Une photographe immortalise des familles de victimes des bombardements atomiques sur trois générations

Société Images Catastrophe

Dôune Hiroko est une photographe qui a pour objectif de faire connaître la vie des survivants des bombardements atomiques de Hiroshima et Nagasaki, appelés les hibakusha, en prenant des photos de leurs familles sur trois générations. Elle est allée à la rencontre de 90 familles à ce jour. Ses photos sont présentées dans des expositions à travers tout le Japon. Notre génération est la dernière à pouvoir écouter directement les témoignages des victimes.

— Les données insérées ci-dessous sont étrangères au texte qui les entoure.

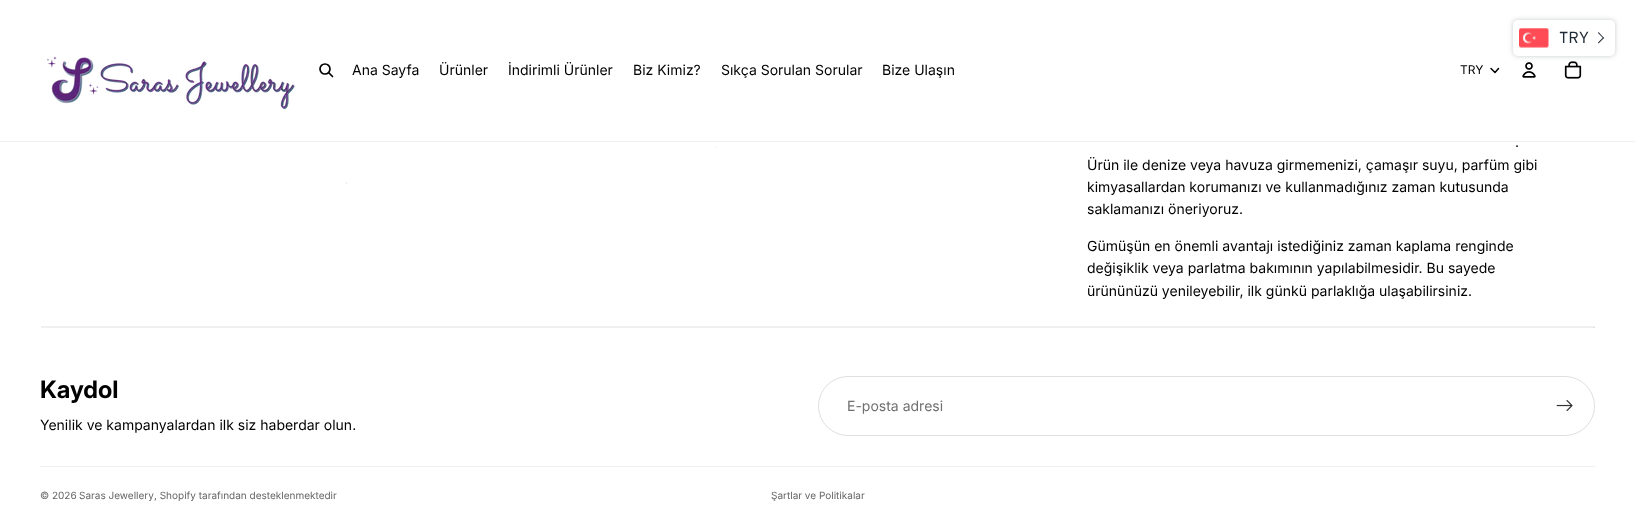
<svg xmlns="http://www.w3.org/2000/svg" width="1635" height="523">
	<rect width="100%" height="100%" fill="#FFFFFF" />
	<rect x="41" y="326" width="1554" height="2" fill="#F0F0F0" />
	<image x="1522" y="62" width="14" height="16" href="assets/img3.png" />
	<image x="1564" y="61" width="18" height="18" href="assets/img4.png" />
	<rect x="1513" y="20" width="102" height="36" rx="5" fill="#212B36" fill-opacity="0.25" filter="blur(2.5px)" />
	<rect x="1513" y="20" width="102" height="36" rx="5" fill="#FFFFFF" />
	<image x="1519" y="28" width="30" height="20" href="assets/img1.png" />
	<text x="1559" y="43" font-family="Overpass" font-size="16" fill="#212B36">TRY</text>
	<path d="M1598 33L1598.5 32L1604 38L1603.5 38.5Z" fill="#212B36" />
	<path d="M1598 42.5L1603.5 37L1604 38L1598.5 43.5Z" fill="#212B36" />
	<rect x="0" y="141" width="1635" height="1" fill="#F0F0F0" />
	<image x="47" y="56" width="248" height="53" href="assets/img2.png" />
	<circle cx="325" cy="69" r="5" fill="none" stroke="#000000" stroke-width="1.7" />
	<path d="M329 73L332.5 76.5" fill="none" stroke="#000000" stroke-width="1.7" stroke-linecap="round" stroke-linejoin="round" />
	<g font-family="Inter" font-size="14" fill="#000000">
		<text x="352" y="75">Ana Sayfa</text>
		<text x="439" y="75">Ürünler</text>
		<text x="508" y="75">İndirimli Ürünler</text>
		<text x="633" y="75">Biz Kimiz?</text>
		<text x="721" y="75">Sıkça Sorulan Sorular</text>
		<text x="882" y="75">Bize Ulaşın</text>
	</g>
	<text x="1460" y="74" font-family="Inter" font-size="12" fill="#000000">TRY</text>
	<path d="M1498.5 68.5L1495 72.5L1491 68.5" fill="none" stroke="#000000" stroke-width="1.5" stroke-linecap="round" stroke-linejoin="round" />
	<image x="345" y="142" width="372" height="42" href="assets/img5.png" />
	<g font-family="Inter" font-size="14" fill="#000000">
		<text x="1515" y="147">.</text>
		<text x="1087" y="170">Ürün ile denize veya havuza girmemenizi, çamaşır suyu, parfüm gibi</text>
		<text x="1087" y="192">kimyasallardan korumanızı ve kullanmadığınız zaman kutusunda</text>
		<text x="1087" y="214">saklamanızı öneriyoruz.</text>
		<text x="1087" y="251">Gümüşün en önemli avantajı istediğiniz zaman kaplama renginde</text>
		<text x="1087" y="273">değişiklik veya parlatma bakımının yapılabilmesidir. Bu sayede</text>
		<text x="1087" y="296">ürününüzü yenileyebilir, ilk günkü parlaklığa ulaşabilirsiniz.</text>
	</g>
	<rect x="1593" y="327" width="2" height="1" fill="#E2E2E2" />
	<text x="40" y="398" font-family="Inter" font-size="24" font-weight="700" fill="#000000">Kaydol</text>
	<text x="40" y="430" font-family="Inter" font-size="14" fill="#000000">Yenilik ve kampanyalardan ilk siz haberdar olun.</text>
	<rect x="818.5" y="376.5" width="776" height="59" rx="29.5" fill="none" stroke="#DFDFDF" />
	<text x="847" y="411" font-family="Inter" font-size="14" fill="#707070">E-posta adresi</text>
	<image x="1556" y="400" width="17" height="11" href="assets/img6.png" />
	<rect x="40" y="466" width="1555" height="1" fill="#F0F0F0" />
	<g font-family="Inter" font-size="10" fill="#666666">
		<text x="40" y="499">© 2026</text>
		<text x="79" y="499">Saras Jewellery</text>
		<text x="154" y="499">, Shopify tarafından desteklenmektedir</text>
		<text x="771" y="499">Şartlar ve Politikalar</text>
	</g>
</svg>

Le 3 juillet 2020, dans la galerie du hall d’entrée d’un gratte-ciel du quartier de Shiodome à Tokyo, Dôune Hiroko travaille en silence avec sa mère et sa fille sur le montage de son exposition de photographies intitulée Ikite, Tsunaide (« Vivre et Connecter »), qui débute le lendemain. Ce projet met en avant l’importance et la valeur de la vie humaine en proposant une réflexion sur les notions de guerre et paix à travers des photographies de survivants de la bombe, appelée hibakusha, et de leurs familles sur trois générations.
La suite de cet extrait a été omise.